**Task statement**: This exercise asks for a copy of each line in the records below with the word "Right" in it.

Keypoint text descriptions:
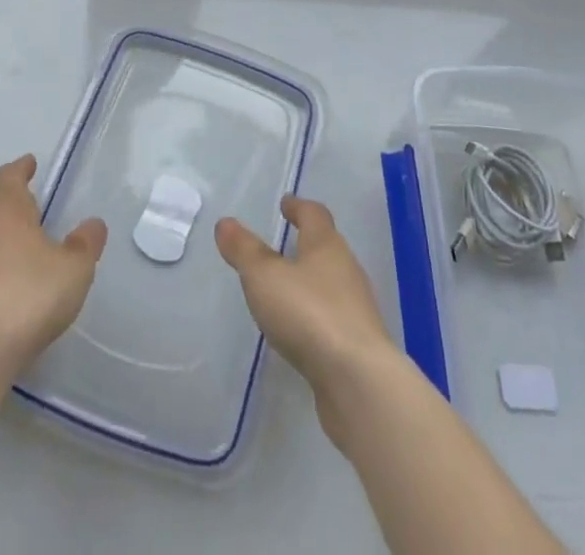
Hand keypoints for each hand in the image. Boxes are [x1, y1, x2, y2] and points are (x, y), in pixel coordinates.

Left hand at [0, 155, 107, 372]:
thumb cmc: (28, 298)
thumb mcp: (74, 270)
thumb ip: (85, 244)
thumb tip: (92, 224)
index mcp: (7, 210)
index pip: (9, 176)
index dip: (21, 168)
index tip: (29, 164)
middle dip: (3, 203)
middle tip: (23, 213)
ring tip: (8, 255)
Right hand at [215, 196, 398, 442]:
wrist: (359, 381)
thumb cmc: (309, 314)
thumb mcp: (264, 278)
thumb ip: (244, 250)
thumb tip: (225, 222)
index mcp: (326, 245)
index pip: (314, 214)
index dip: (298, 207)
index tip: (286, 203)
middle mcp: (346, 269)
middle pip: (326, 246)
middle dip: (307, 242)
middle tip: (285, 242)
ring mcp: (356, 307)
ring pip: (332, 282)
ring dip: (312, 279)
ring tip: (289, 286)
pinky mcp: (357, 343)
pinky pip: (333, 316)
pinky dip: (317, 313)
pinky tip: (303, 329)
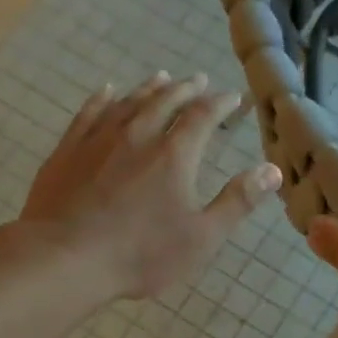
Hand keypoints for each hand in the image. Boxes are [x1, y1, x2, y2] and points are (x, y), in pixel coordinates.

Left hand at [18, 72, 282, 300]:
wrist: (65, 258)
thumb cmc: (140, 255)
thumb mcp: (201, 238)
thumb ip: (237, 202)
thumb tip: (272, 170)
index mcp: (174, 154)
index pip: (203, 116)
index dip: (221, 104)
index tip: (234, 98)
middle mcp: (138, 134)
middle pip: (166, 101)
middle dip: (186, 89)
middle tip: (199, 81)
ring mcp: (98, 139)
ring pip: (129, 102)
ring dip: (149, 88)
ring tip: (161, 78)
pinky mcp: (68, 150)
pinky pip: (89, 113)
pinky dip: (103, 98)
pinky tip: (107, 92)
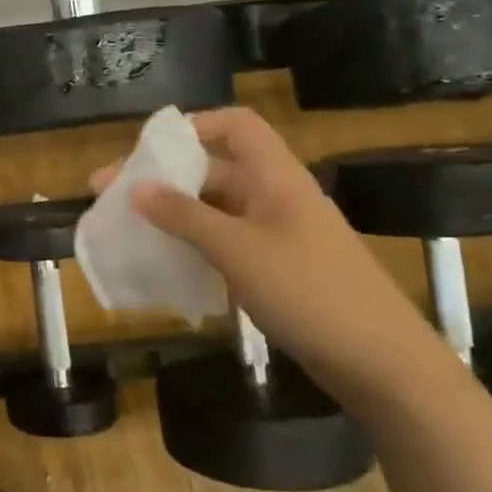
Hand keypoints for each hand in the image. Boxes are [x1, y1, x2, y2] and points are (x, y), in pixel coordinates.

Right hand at [90, 106, 439, 395]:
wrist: (382, 364)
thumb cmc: (311, 293)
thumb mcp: (238, 251)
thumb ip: (184, 216)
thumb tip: (135, 187)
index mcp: (275, 177)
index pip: (235, 126)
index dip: (192, 126)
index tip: (146, 150)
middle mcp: (275, 197)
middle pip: (213, 169)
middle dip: (161, 178)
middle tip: (108, 195)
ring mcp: (277, 235)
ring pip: (214, 209)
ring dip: (172, 214)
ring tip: (126, 228)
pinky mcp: (276, 269)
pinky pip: (224, 243)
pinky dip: (191, 245)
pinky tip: (163, 262)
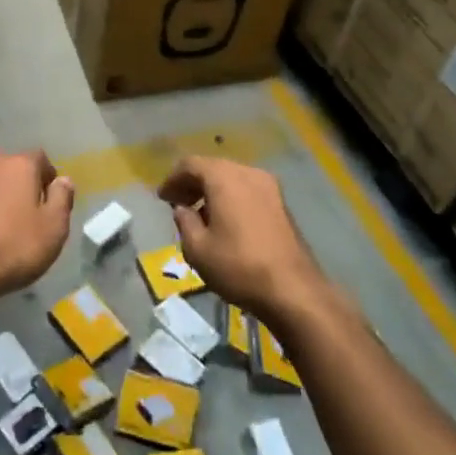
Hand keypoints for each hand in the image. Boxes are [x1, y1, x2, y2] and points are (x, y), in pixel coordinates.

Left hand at [0, 150, 73, 310]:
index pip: (39, 158)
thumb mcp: (54, 229)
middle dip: (15, 185)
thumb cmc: (14, 249)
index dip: (46, 178)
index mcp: (17, 166)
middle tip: (22, 214)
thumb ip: (62, 199)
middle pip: (6, 168)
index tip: (49, 201)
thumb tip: (63, 180)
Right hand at [158, 156, 325, 320]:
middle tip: (177, 204)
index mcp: (224, 177)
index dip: (172, 179)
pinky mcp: (281, 204)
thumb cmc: (238, 266)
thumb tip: (183, 209)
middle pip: (213, 168)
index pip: (190, 164)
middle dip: (192, 183)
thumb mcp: (197, 249)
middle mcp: (248, 172)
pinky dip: (231, 197)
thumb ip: (184, 222)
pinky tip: (225, 221)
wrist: (294, 290)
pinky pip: (247, 190)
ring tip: (199, 215)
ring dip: (212, 190)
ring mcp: (269, 186)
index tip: (162, 198)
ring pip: (232, 178)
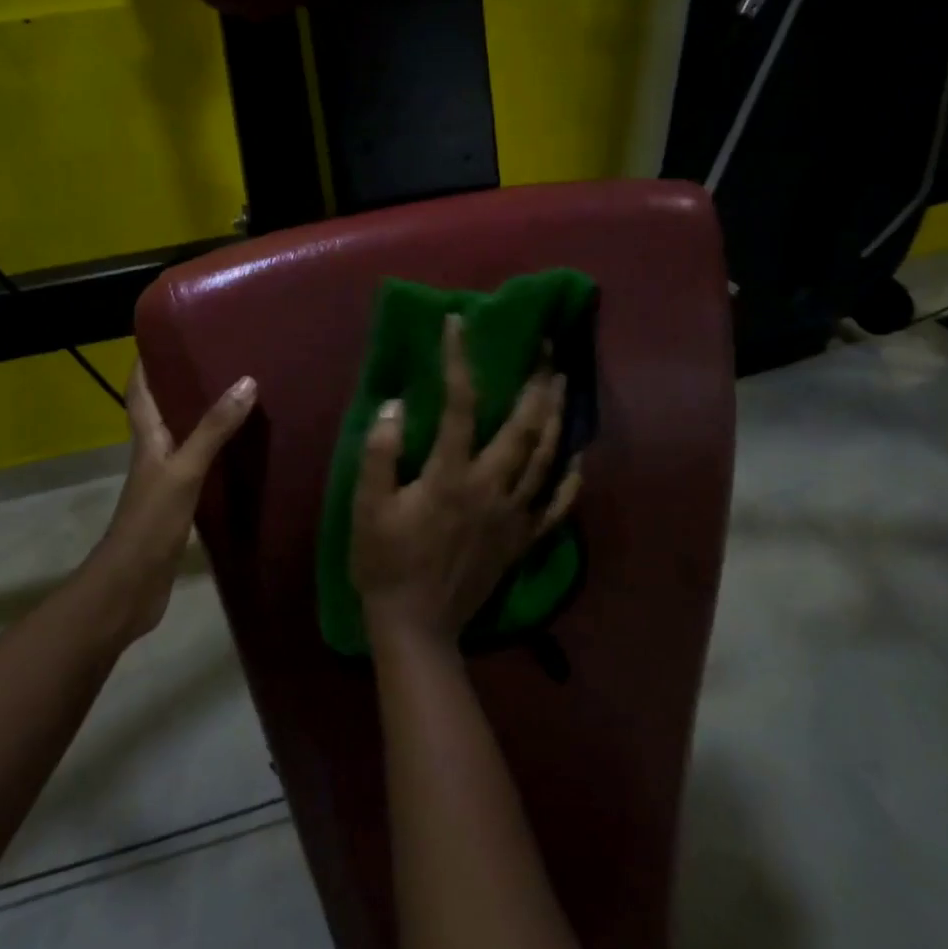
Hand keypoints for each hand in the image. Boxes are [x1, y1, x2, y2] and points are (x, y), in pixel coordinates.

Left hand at [84, 362, 256, 643]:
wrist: (131, 587)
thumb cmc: (151, 522)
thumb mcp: (185, 470)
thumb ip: (213, 430)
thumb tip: (246, 382)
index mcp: (147, 439)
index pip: (140, 391)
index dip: (146, 362)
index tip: (166, 335)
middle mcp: (153, 454)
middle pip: (163, 410)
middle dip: (182, 384)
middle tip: (218, 360)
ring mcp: (165, 481)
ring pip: (183, 438)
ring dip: (202, 419)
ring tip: (236, 397)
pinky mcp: (179, 505)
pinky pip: (199, 468)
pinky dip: (216, 454)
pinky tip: (240, 454)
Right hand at [351, 315, 582, 653]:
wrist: (416, 626)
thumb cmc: (385, 563)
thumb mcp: (368, 507)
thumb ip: (381, 454)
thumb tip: (397, 404)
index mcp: (451, 476)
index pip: (461, 405)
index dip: (460, 360)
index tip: (458, 323)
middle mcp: (492, 488)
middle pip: (524, 426)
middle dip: (537, 381)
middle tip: (547, 346)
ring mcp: (514, 515)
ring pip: (547, 457)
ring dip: (558, 416)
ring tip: (564, 382)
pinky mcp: (523, 539)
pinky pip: (558, 505)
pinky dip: (572, 478)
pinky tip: (579, 455)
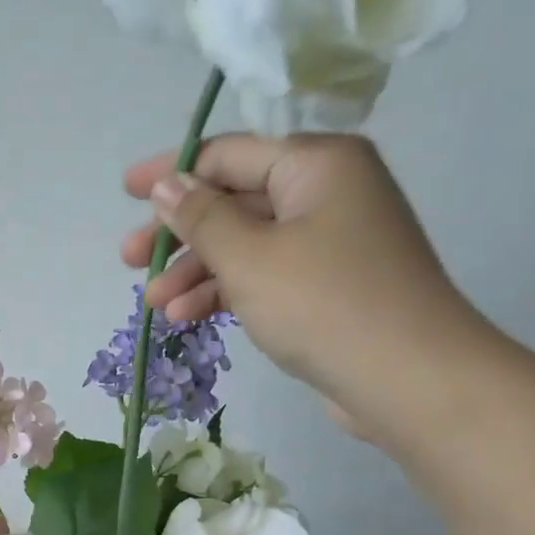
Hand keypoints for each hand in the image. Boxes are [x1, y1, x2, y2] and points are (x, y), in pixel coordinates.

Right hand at [121, 134, 491, 446]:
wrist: (408, 379)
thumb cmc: (323, 303)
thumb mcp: (248, 257)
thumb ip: (200, 217)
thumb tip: (163, 184)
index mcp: (314, 164)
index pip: (228, 155)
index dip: (172, 172)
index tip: (127, 191)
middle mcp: (325, 192)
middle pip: (234, 202)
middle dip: (179, 235)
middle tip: (129, 260)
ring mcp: (329, 242)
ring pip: (246, 245)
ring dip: (196, 272)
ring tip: (154, 304)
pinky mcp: (327, 287)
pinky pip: (265, 276)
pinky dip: (227, 292)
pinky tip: (188, 317)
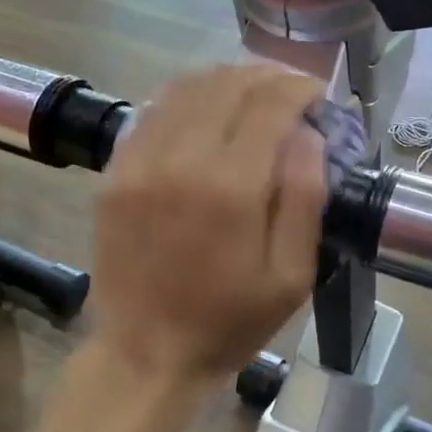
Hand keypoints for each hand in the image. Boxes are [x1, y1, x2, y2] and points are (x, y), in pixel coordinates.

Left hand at [88, 64, 327, 388]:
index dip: (299, 88)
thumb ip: (305, 198)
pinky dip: (184, 98)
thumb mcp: (291, 277)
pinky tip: (203, 108)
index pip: (269, 105)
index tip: (317, 93)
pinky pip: (150, 113)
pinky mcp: (114, 173)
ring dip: (225, 80)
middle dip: (266, 76)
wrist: (145, 354)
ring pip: (185, 89)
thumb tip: (308, 134)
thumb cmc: (229, 321)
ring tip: (251, 90)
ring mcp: (139, 163)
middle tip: (288, 87)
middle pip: (227, 86)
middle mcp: (181, 160)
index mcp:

**Final answer**:
Right hand at [215, 196, 398, 442]:
Right hand at [90, 106, 439, 395]:
Right hand at [158, 156, 325, 320]:
Right hand at [351, 315, 582, 653]:
Right hand at [121, 134, 491, 446]:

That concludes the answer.